(Beginning of Material for this exercise)

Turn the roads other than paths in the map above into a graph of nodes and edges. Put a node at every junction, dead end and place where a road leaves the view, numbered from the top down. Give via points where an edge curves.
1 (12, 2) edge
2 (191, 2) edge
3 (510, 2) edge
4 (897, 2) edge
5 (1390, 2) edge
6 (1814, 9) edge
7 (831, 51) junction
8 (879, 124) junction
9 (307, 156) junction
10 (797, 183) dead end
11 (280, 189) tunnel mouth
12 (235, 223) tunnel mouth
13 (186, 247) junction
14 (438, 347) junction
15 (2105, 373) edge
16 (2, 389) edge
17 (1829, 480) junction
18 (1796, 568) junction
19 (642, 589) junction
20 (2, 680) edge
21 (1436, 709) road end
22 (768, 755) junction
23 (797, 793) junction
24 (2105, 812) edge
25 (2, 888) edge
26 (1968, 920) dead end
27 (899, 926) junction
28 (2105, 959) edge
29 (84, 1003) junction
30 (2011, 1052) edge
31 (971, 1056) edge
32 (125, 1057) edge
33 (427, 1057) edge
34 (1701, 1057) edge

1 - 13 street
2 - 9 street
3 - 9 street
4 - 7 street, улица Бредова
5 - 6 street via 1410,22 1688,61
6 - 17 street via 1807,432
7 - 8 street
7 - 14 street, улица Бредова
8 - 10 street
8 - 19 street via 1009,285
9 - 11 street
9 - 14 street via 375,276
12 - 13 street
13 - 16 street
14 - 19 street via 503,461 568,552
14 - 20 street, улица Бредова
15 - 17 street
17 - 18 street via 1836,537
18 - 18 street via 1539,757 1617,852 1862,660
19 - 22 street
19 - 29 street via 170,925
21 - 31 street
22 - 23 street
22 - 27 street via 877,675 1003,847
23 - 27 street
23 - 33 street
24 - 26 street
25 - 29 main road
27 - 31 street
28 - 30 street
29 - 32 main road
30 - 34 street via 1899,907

(End of Material for this exercise)

**Assigned task:** Retype all of the listing exactly, leaving out no line.

**Response:**
Turn the roads other than paths in the map above into a graph of nodes and edges. Put a node at every junction, dead end and place where a road leaves the view, numbered from the top down. Give via points where an edge curves.
1 (12, 2) edge
2 (191, 2) edge
3 (510, 2) edge
4 (897, 2) edge
5 (1390, 2) edge
6 (1814, 9) edge
7 (831, 51) junction
8 (879, 124) junction
9 (307, 156) junction
10 (797, 183) dead end
11 (280, 189) tunnel mouth
12 (235, 223) tunnel mouth
13 (186, 247) junction
14 (438, 347) junction
15 (2105, 373) edge
16 (2, 389) edge
17 (1829, 480) junction
18 (1796, 568) junction
19 (642, 589) junction
20 (2, 680) edge
21 (1436, 709) road end
22 (768, 755) junction
23 (797, 793) junction
24 (2105, 812) edge
25 (2, 888) edge
26 (1968, 920) dead end
27 (899, 926) junction
28 (2105, 959) edge
29 (84, 1003) junction
30 (2011, 1052) edge
31 (971, 1056) edge
32 (125, 1057) edge
33 (427, 1057) edge
34 (1701, 1057) edge

1 - 13 street
2 - 9 street
3 - 9 street
4 - 7 street, улица Бредова
5 - 6 street via 1410,22 1688,61
6 - 17 street via 1807,432
7 - 8 street
7 - 14 street, улица Бредова
8 - 10 street
8 - 19 street via 1009,285
9 - 11 street
9 - 14 street via 375,276
12 - 13 street
13 - 16 street
14 - 19 street via 503,461 568,552
14 - 20 street, улица Бредова
15 - 17 street
17 - 18 street via 1836,537
18 - 18 street via 1539,757 1617,852 1862,660
19 - 22 street
19 - 29 street via 170,925
21 - 31 street
22 - 23 street
22 - 27 street via 877,675 1003,847
23 - 27 street
23 - 33 street
24 - 26 street
25 - 29 main road
27 - 31 street
28 - 30 street
29 - 32 main road
30 - 34 street via 1899,907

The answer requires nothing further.